Keceriaanku hilang dalam sekejab begitu mendapati Pak Gun. Disatu sisi aku teringat kakek dan nenekku yang dulu kurus sekali dan terbaring lemah diranjang karena penyakit serius yang mereka derita. Persis. Penyakit serius itu berakhir karena Allah SWT memanggil kakek dan nenek ke rumahNya.

Kedua mataku “mbambangi”, berkaca-kaca saat menyalami tangan Pak Gun. Hangat dan masih kuat menjabat. Tapi aku tak bisa menyangkal betapa ganasnya serangan kanker terhadap tubuh Pak Gun. Sekalipun Pak Gun menyambut dengan suka cita. Tanpa binar mengiba dan memelas di kedua mata beliau.

Beberapa menit sebelumnya saat kami masih di pekarangan rumah Pak Gun, aku sempat tersenyum jail saat salah seorang temanku ingin masuk yang terakhir, karena khawatir akan menangis.
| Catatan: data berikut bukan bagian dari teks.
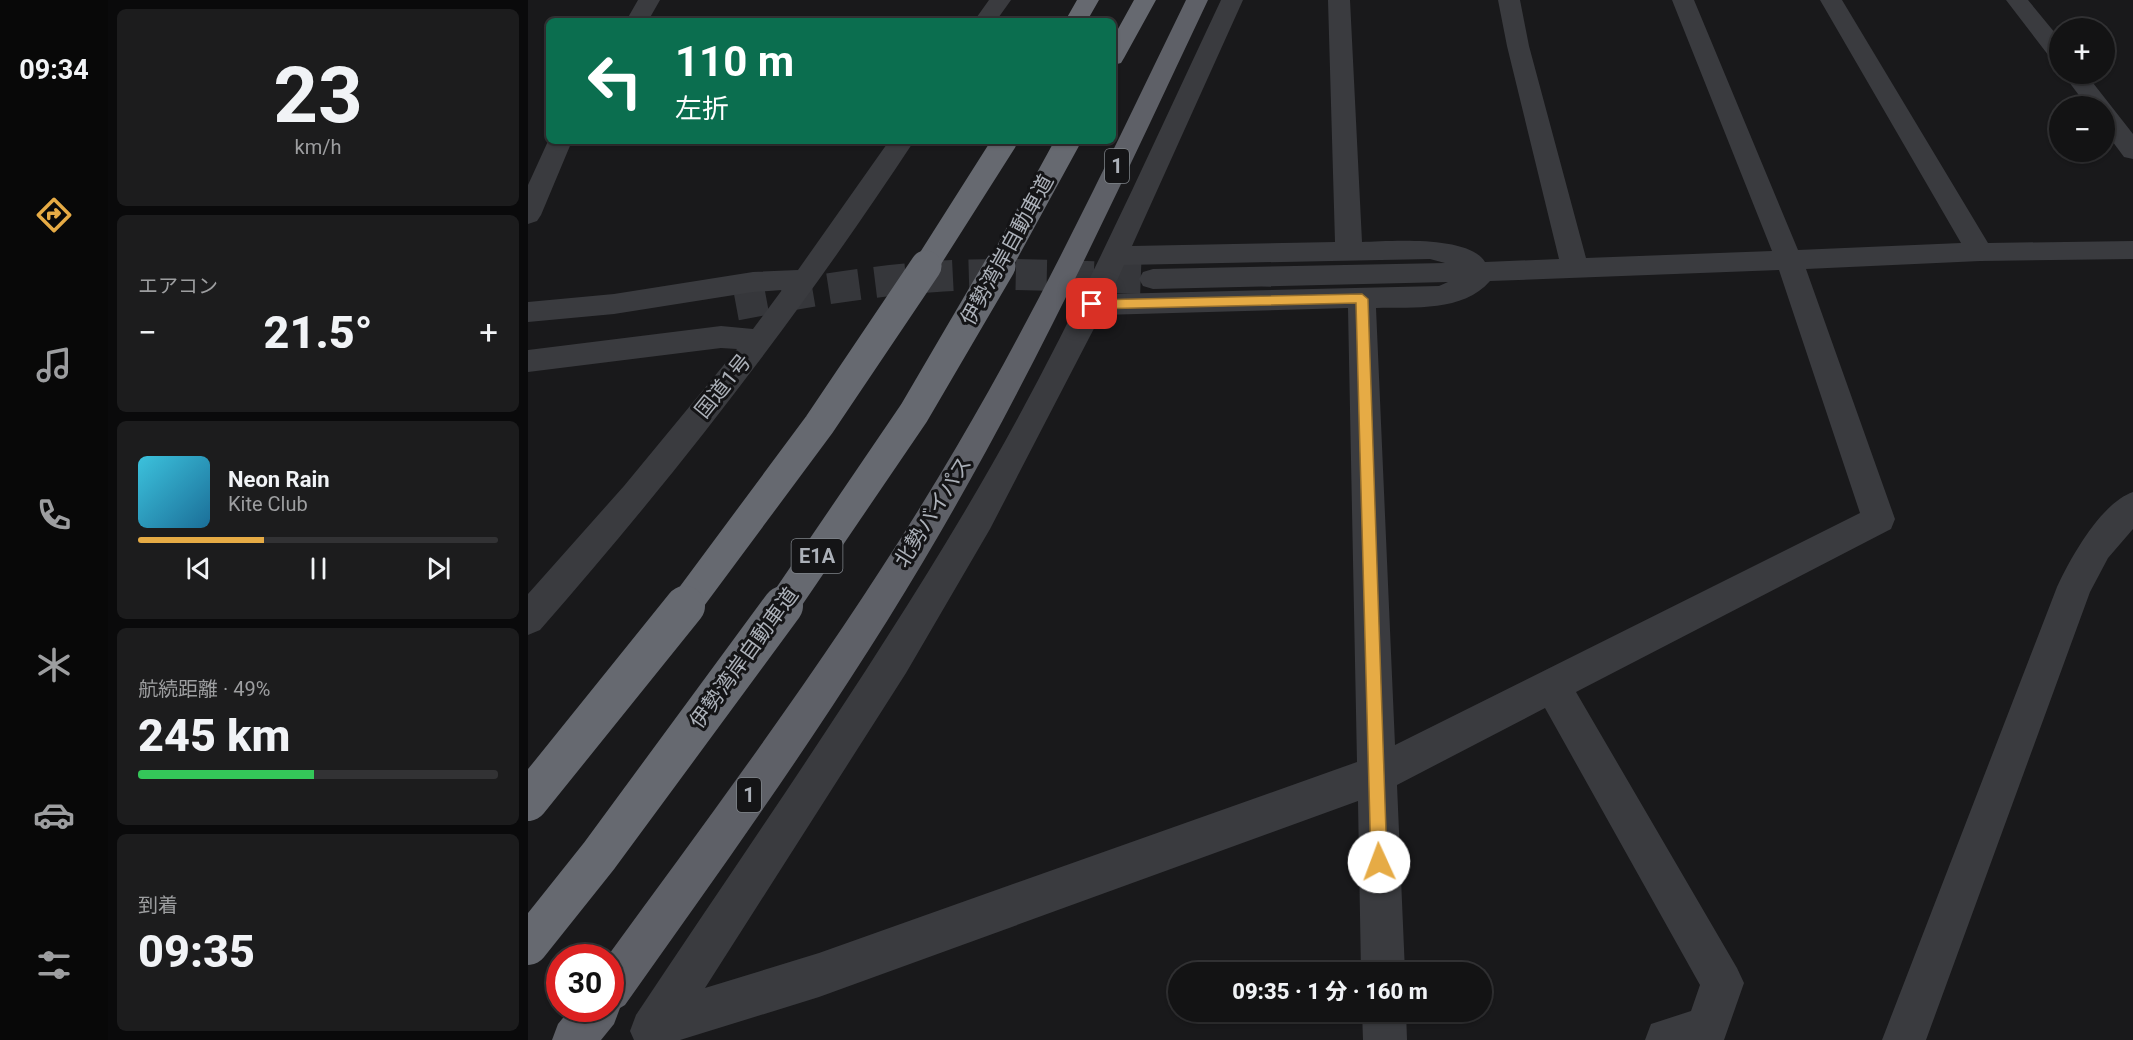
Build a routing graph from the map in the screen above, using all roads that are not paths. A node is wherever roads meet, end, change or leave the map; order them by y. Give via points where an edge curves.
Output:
1 (648, 0) edge
2 (1000, 0) edge
3 (1088, 0) edge
4 (1145, 0) edge
5 (1197, 0) edge
6 (1232, 0) edge
7 (1339, 0) edge
8 (1509, 0) edge
9 (1683, 0) edge
10 (1831, 0) edge
11 (2017, 0) edge
12 (639, 18) edge
13 (987, 18) edge
14 (1078, 18) edge
15 (2049, 41) edge
16 (1116, 53) edge
17 (2082, 84) edge
18 (2091, 96) edge
19 (2115, 125) edge
20 (2129, 141) edge
21 (559, 144) edge
22 (900, 144) edge
23 (1003, 144) edge
24 (1066, 144) edge
25 (528, 215) edge
26 (2133, 250) edge
27 (1349, 251) junction
28 (1980, 252) junction
29 (1114, 256) junction
30 (1789, 260) junction
31 (1575, 269) junction
32 (1485, 272) junction
33 (806, 279) junction
34 (1153, 279) tunnel mouth
35 (1362, 299) junction
36 (1092, 304) junction
37 (736, 305) tunnel mouth
38 (528, 312) edge
39 (528, 335) edge
40 (760, 340) junction
41 (528, 361) edge
42 (2133, 506) edge
43 (528, 619) edge
44 (1552, 686) junction
45 (1376, 775) junction
46 (528, 801) edge
47 (528, 945) edge
48 (1383, 962) edge
49 (624, 970) edge
50 (588, 1022) edge
51 (1384, 1022) edge
52 (653, 1035) edge
53 (574, 1040) edge
54 (1385, 1040) edge
55 (1667, 1040) edge
56 (1904, 1040) edge

1 - 12 street
2 - 13 street
3 - 14 highway
4 - 16 highway
5 - 49 highway, 北勢バイパス / 1 via 1037,331 967,458 764,774
6 - 29 street
7 - 27 street
8 - 31 street
9 - 30 street
10 - 28 street
11 - 15 street
17 - 18 street
19 - 20 street
21 - 25 street
22 - 33 street, 国道1号
23 - 46 highway, bridge via 844,391 699,588
24 - 47 highway, 伊勢湾岸自動車道 / E1A, bridge via 914,413 774,620
26 - 28 street
27 - 29 street
27 - 32 street via 1430,250 1450,254
28 - 30 street
29 - 36 street
30 - 31 street
30 - 44 street via 1879,519
31 - 32 street
32 - 34 street
32 - 35 street via 1471,283 1439,296
33 - 38 street via 753,282 614,304
33 - 40 street, 国道1号
35 - 36 street
35 - 45 street
36 - 52 street via 978,519 893,661
37 - 39 street via 612,326
40 - 41 street via 712,337
40 - 43 street, 国道1号
42 - 56 street via 2096,548 2074,587
44 - 45 street
44 - 55 street via 1722,983 1707,1028
45 - 48 street
45 - 52 street
50 - 53 highway
51 - 54 street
Ternyata, aku pun sama seperti dia. Air mata masih bisa ku tahan agar tak menetes, apalagi mengalir. Tapi napasku agak tersendat oleh ingus, sehinga aku menghirup dan menghembuskan udara dengan perlahan. Aku tak mau kepergok menangis. Khawatir mengganggu “keasyikan” obrolan sore tadi.
Aku mendadak bungkam dan tak kuasa menimbrung pembicaraan. Hanya menanggapi sekenanya, saking aku tak percaya kalau efek kanker yang dialami oleh Pak Gun sampai separah itu.

Sekitar setengah jam kami, lebih tepatnya teman-temanku, mengobrol. Aku... nyatanya hanya sangggup menyahutbeberapa kali. Itu pun ketika gejala tangisku sedikit mereda. Sering ku palingkan pandangan dari Pak Gun. Takut air mataku lancang menetes. Beberapa kali aku duduk gelisah untuk menghalau tangis.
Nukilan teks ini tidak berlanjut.